## Recorded information
:::::

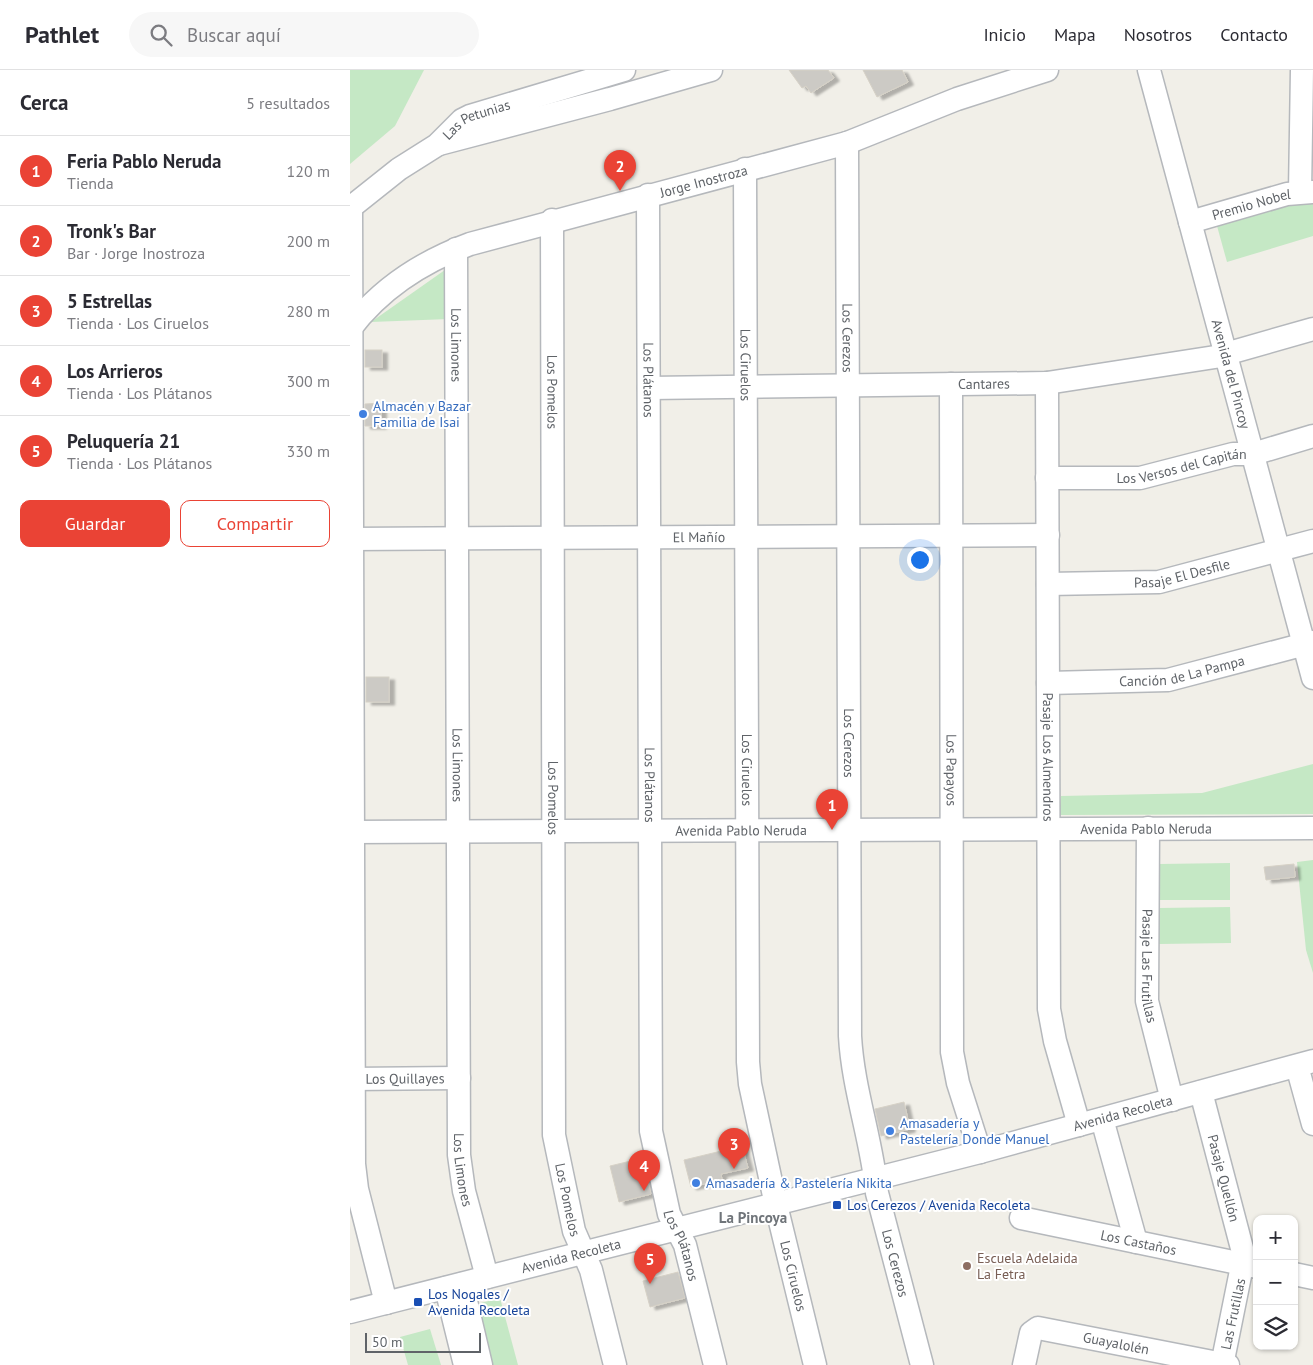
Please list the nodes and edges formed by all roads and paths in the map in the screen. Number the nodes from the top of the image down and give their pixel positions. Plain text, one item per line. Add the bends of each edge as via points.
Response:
1 (624, 70) edge
2 (710, 70) edge
3 (1047, 70) edge
4 (1149, 70) edge
5 (1302, 70) edge
6 (847, 143) junction
7 (437, 145) junction
8 (745, 169) junction
9 (1306, 192) edge
10 (648, 195) junction
11 (350, 208) edge
12 (552, 220) junction
13 (1190, 222) junction
14 (456, 249) junction
15 (351, 328) edge
16 (1313, 329) edge
17 (1226, 354) junction
18 (1047, 383) junction
19 (951, 384) junction
20 (848, 385) junction
21 (746, 387) junction
22 (649, 388) junction
23 (1313, 436) edge
24 (1253, 454) junction
25 (1047, 478) junction
26 (1048, 535) junction
27 (747, 536) junction
28 (848, 536) junction
29 (952, 536) junction
30 (650, 537) junction
31 (458, 538) junction
32 (553, 538) junction
33 (351, 539) edge
34 (1313, 541) edge
35 (1279, 550) junction
36 (1048, 584) junction
37 (1309, 643) edge
38 (1313, 678) edge
39 (1048, 683) junction
40 (1148, 828) junction
41 (1313, 828) edge
42 (1048, 829) junction
43 (748, 830) junction
44 (849, 830) junction
45 (952, 830) junction
46 (554, 831) junction
47 (651, 831) junction
48 (352, 832) edge
49 (459, 832) junction
50 (1305, 1064) edge
51 (459, 1078) junction
52 (352, 1079) edge
53 (1201, 1092) junction
54 (1172, 1100) junction
55 (1102, 1119) junction
56 (1313, 1124) edge
57 (1079, 1126) junction
58 (980, 1152) junction
59 (876, 1179) junction
60 (776, 1205) junction
61 (1021, 1218) dead end
62 (678, 1229) junction
63 (1136, 1242) junction
64 (583, 1253) junction
65 (1250, 1265) edge
66 (1298, 1275) edge
67 (487, 1277) junction
68 (1313, 1278) edge
69 (454, 1286) junction
70 (386, 1303) junction
71 (350, 1312) edge
72 (1126, 1355) edge
73 (465, 1365) edge
74 (481, 1365) edge
75 (615, 1365) edge
76 (715, 1365) edge
77 (816, 1365) edge
78 (922, 1365) edge
79 (1024, 1365) edge
80 (1224, 1365) edge

1 - 7 street, Las Petunias via 470,116
2 - 7 street
3 - 6 street, Jorge Inostroza via 971,94
4 - 13 street, Avenida del Pincoy
5 - 9 street
6 - 8 street, Jorge Inostroza
6 - 20 street, Los Cerezos
7 - 11 street, Las Petunias
8 - 10 street, Jorge Inostroza
8 - 21 street, Los Ciruelos
9 - 13 street, Premio Nobel
10 - 12 street, Jorge Inostroza
10 - 22 street, Los Plátanos
11 - 15 street
12 - 14 street, Jorge Inostroza
12 - 32 street, Los Pomelos
13 - 17 street, Avenida del Pincoy
14 - 15 street, Jorge Inostroza via 393,286
14 - 31 street, Los Limones
15 - 33 street
16 - 17 street, Cantares
17 - 18 street, Cantares
17 - 24 street, Avenida del Pincoy
18 - 19 street, Cantares
18 - 25 street, Pasaje Los Almendros
19 - 20 street, Cantares
19 - 29 street, Los Papayos
20 - 21 street, Cantares
20 - 28 street, Los Cerezos
21 - 22 street, Cantares
21 - 27 street, Los Ciruelos
22 - 30 street, Los Plátanos
23 - 24 street, Los Versos del Capitán
24 - 25 street, Los Versos del Capitán via 1233,454 1140,478
24 - 35 street, Avenida del Pincoy
25 - 26 street, Pasaje Los Almendros
26 - 29 street, El Mañío
26 - 36 street, Pasaje Los Almendros
27 - 28 street, El Mañío
27 - 30 street, El Mañío
27 - 43 street, Los Ciruelos
28 - 29 street, El Mañío
28 - 44 street, Los Cerezos
29 - 45 street, Los Papayos
30 - 32 street, El Mañío
30 - 47 street, Los Plátanos
31 - 32 street, El Mañío
31 - 33 street, El Mañío
31 - 49 street, Los Limones
32 - 46 street, Los Pomelos
33 - 48 street
34 - 35 street, Pasaje El Desfile
35 - 36 street, Pasaje El Desfile via 1159,582
35 - 37 street, Avenida del Pincoy
36 - 39 street, Pasaje Los Almendros
37 - 38 street, Avenida del Pincoy
37 - 39 street, Canción de La Pampa via 1168,680
39 - 42 street, Pasaje Los Almendros
40 - 41 street, Avenida Pablo Neruda
40 - 42 street, Avenida Pablo Neruda
40 - 54 street, Pasaje Las Frutillas via 1147,1001
42 - 45 street, Avenida Pablo Neruda
42 - 57 street, Pasaje Los Almendros via 1048,1009
43 - 44 street, Avenida Pablo Neruda
43 - 47 street, Avenida Pablo Neruda
43 - 60 street, Los Ciruelos via 749,1069
44 - 45 street, Avenida Pablo Neruda
44 - 59 street, Los Cerezos via 851,1052
45 - 58 street, Los Papayos via 952,1052 958,1083
46 - 47 street, Avenida Pablo Neruda
46 - 49 street, Avenida Pablo Neruda
46 - 64 street, Los Pomelos via 554,1136 574,1231
47 - 62 street, Los Plátanos via 651,1131 670,1214
48 - 49 street, Avenida Pablo Neruda
48 - 52 street
49 - 51 street, Los Limones
50 - 53 street, Avenida Recoleta
50 - 56 street
51 - 52 street, Los Quillayes
51 - 67 street, Los Limones via 461,1174
52 - 70 street via 357,1189
53 - 54 street, Avenida Recoleta
53 - 65 street, Pasaje Quellón via 1242,1246
54 - 55 street, Avenida Recoleta
55 - 57 street, Avenida Recoleta
55 - 63 street
57 - 58 street, Avenida Recoleta
58 - 59 street, Avenida Recoleta
59 - 60 street, Avenida Recoleta
59 - 78 street, Los Cerezos
60 - 62 street, Avenida Recoleta
60 - 77 street, Los Ciruelos
61 - 63 street, Los Castaños
62 - 64 street, Avenida Recoleta
62 - 76 street, Los Plátanos via 685,1245
63 - 65 street, Los Castaños
64 - 67 street, Avenida Recoleta
64 - 75 street, Los Pomelos via 591,1270
65 - 80 street, Las Frutillas
66 - 68 street
67 - 69 street, Avenida Recoleta
69 - 70 street, Avenida Recoleta
69 - 73 street
69 - 74 street
70 - 71 street, Avenida Recoleta
72 - 79 street, Guayalolén via 1035,1329 1031,1333
72 - 80 street, Guayalolén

:::::

## Problem requirements
Images aside, return each entry above precisely as it stands.

## Your solution
Please list the nodes and edges formed by all roads and paths in the map in the screen. Number the nodes from the top of the image down and give their pixel positions. Plain text, one item per line. Add the bends of each edge as via points.
Response:
1 (624, 70) edge
2 (710, 70) edge
3 (1047, 70) edge
4 (1149, 70) edge
5 (1302, 70) edge
6 (847, 143) junction
7 (437, 145) junction
8 (745, 169) junction
9 (1306, 192) edge
10 (648, 195) junction
11 (350, 208) edge
12 (552, 220) junction
13 (1190, 222) junction
14 (456, 249) junction
15 (351, 328) edge
16 (1313, 329) edge
17 (1226, 354) junction
18 (1047, 383) junction
19 (951, 384) junction
20 (848, 385) junction
21 (746, 387) junction
22 (649, 388) junction
23 (1313, 436) edge
24 (1253, 454) junction
25 (1047, 478) junction
26 (1048, 535) junction
27 (747, 536) junction
28 (848, 536) junction
29 (952, 536) junction
30 (650, 537) junction
31 (458, 538) junction
32 (553, 538) junction
33 (351, 539) edge
34 (1313, 541) edge
35 (1279, 550) junction
36 (1048, 584) junction
37 (1309, 643) edge
38 (1313, 678) edge
39 (1048, 683) junction
40 (1148, 828) junction
41 (1313, 828) edge
42 (1048, 829) junction
43 (748, 830) junction
44 (849, 830) junction
45 (952, 830) junction
46 (554, 831) junction
47 (651, 831) junction
48 (352, 832) edge
49 (459, 832) junction
50 (1305, 1064) edge
51 (459, 1078) junction
52 (352, 1079) edge
53 (1201, 1092) junction
54 (1172, 1100) junction
55 (1102, 1119) junction
56 (1313, 1124) edge
57 (1079, 1126) junction
58 (980, 1152) junction
59 (876, 1179) junction
60 (776, 1205) junction
61 (1021, 1218) dead end
62 (678, 1229) junction
63 (1136, 1242) junction
64 (583, 1253) junction
65 (1250, 1265) edge
66 (1298, 1275) edge
67 (487, 1277) junction
68 (1313, 1278) edge
69 (454, 1286) junction
70 (386, 1303) junction
71 (350, 1312) edge
72 (1126, 1355) edge
73 (465, 1365) edge
74 (481, 1365) edge
75 (615, 1365) edge
76 (715, 1365) edge
77 (816, 1365) edge
78 (922, 1365) edge
79 (1024, 1365) edge
80 (1224, 1365) edge

1 - 7 street, Las Petunias via 470,116
2 - 7 street
3 - 6 street, Jorge Inostroza via 971,94
4 - 13 street, Avenida del Pincoy
5 - 9 street
6 - 8 street, Jorge Inostroza
6 - 20 street, Los Cerezos
7 - 11 street, Las Petunias
8 - 10 street, Jorge Inostroza
8 - 21 street, Los Ciruelos
9 - 13 street, Premio Nobel
10 - 12 street, Jorge Inostroza
10 - 22 street, Los Plátanos
11 - 15 street
12 - 14 street, Jorge Inostroza
12 - 32 street, Los Pomelos
13 - 17 street, Avenida del Pincoy
14 - 15 street, Jorge Inostroza via 393,286
14 - 31 street, Los Limones
15 - 33 street
16 - 17 street, Cantares
17 - 18 street, Cantares
17 - 24 street, Avenida del Pincoy
18 - 19 street, Cantares
18 - 25 street, Pasaje Los Almendros
19 - 20 street, Cantares
19 - 29 street, Los Papayos
20 - 21 street, Cantares
20 - 28 street, Los Cerezos
21 - 22 street, Cantares
21 - 27 street, Los Ciruelos
22 - 30 street, Los Plátanos
23 - 24 street, Los Versos del Capitán
24 - 25 street, Los Versos del Capitán via 1233,454 1140,478
24 - 35 street, Avenida del Pincoy
25 - 26 street, Pasaje Los Almendros
26 - 29 street, El Mañío
26 - 36 street, Pasaje Los Almendros
27 - 28 street, El Mañío
27 - 30 street, El Mañío
27 - 43 street, Los Ciruelos
28 - 29 street, El Mañío
28 - 44 street, Los Cerezos
29 - 45 street, Los Papayos
30 - 32 street, El Mañío
30 - 47 street, Los Plátanos
31 - 32 street, El Mañío
31 - 33 street, El Mañío
31 - 49 street, Los Limones
32 - 46 street, Los Pomelos
33 - 48 street
34 - 35 street, Pasaje El Desfile
35 - 36 street, Pasaje El Desfile via 1159,582
35 - 37 street, Avenida del Pincoy
36 - 39 street, Pasaje Los Almendros
37 - 38 street, Avenida del Pincoy
37 - 39 street, Canción de La Pampa via 1168,680
39 - 42 street, Pasaje Los Almendros
40 - 41 street, Avenida Pablo Neruda
40 - 42 street, Avenida Pablo Neruda
40 - 54 street, Pasaje Las Frutillas via 1147,1001
42 - 45 street, Avenida Pablo Neruda
42 - 57 street, Pasaje Los Almendros via 1048,1009
43 - 44 street, Avenida Pablo Neruda
43 - 47 street, Avenida Pablo Neruda
43 - 60 street, Los Ciruelos via 749,1069
44 - 45 street, Avenida Pablo Neruda
44 - 59 street, Los Cerezos via 851,1052
45 - 58 street, Los Papayos via 952,1052 958,1083
46 - 47 street, Avenida Pablo Neruda
46 - 49 street, Avenida Pablo Neruda
46 - 64 street, Los Pomelos via 554,1136 574,1231
47 - 62 street, Los Plátanos via 651,1131 670,1214
48 - 49 street, Avenida Pablo Neruda
48 - 52 street
49 - 51 street, Los Limones
50 - 53 street, Avenida Recoleta
50 - 56 street
51 - 52 street, Los Quillayes
51 - 67 street, Los Limones via 461,1174
52 - 70 street via 357,1189
53 - 54 street, Avenida Recoleta
53 - 65 street, Pasaje Quellón via 1242,1246
54 - 55 street, Avenida Recoleta
55 - 57 street, Avenida Recoleta
55 - 63 street
57 - 58 street, Avenida Recoleta
58 - 59 street, Avenida Recoleta
59 - 60 street, Avenida Recoleta
59 - 78 street, Los Cerezos
60 - 62 street, Avenida Recoleta
60 - 77 street, Los Ciruelos
61 - 63 street, Los Castaños
62 - 64 street, Avenida Recoleta
62 - 76 street, Los Plátanos via 685,1245
63 - 65 street, Los Castaños
64 - 67 street, Avenida Recoleta
64 - 75 street, Los Pomelos via 591,1270
65 - 80 street, Las Frutillas
66 - 68 street
67 - 69 street, Avenida Recoleta
69 - 70 street, Avenida Recoleta
69 - 73 street
69 - 74 street
70 - 71 street, Avenida Recoleta
72 - 79 street, Guayalolén via 1035,1329 1031,1333
72 - 80 street, Guayalolén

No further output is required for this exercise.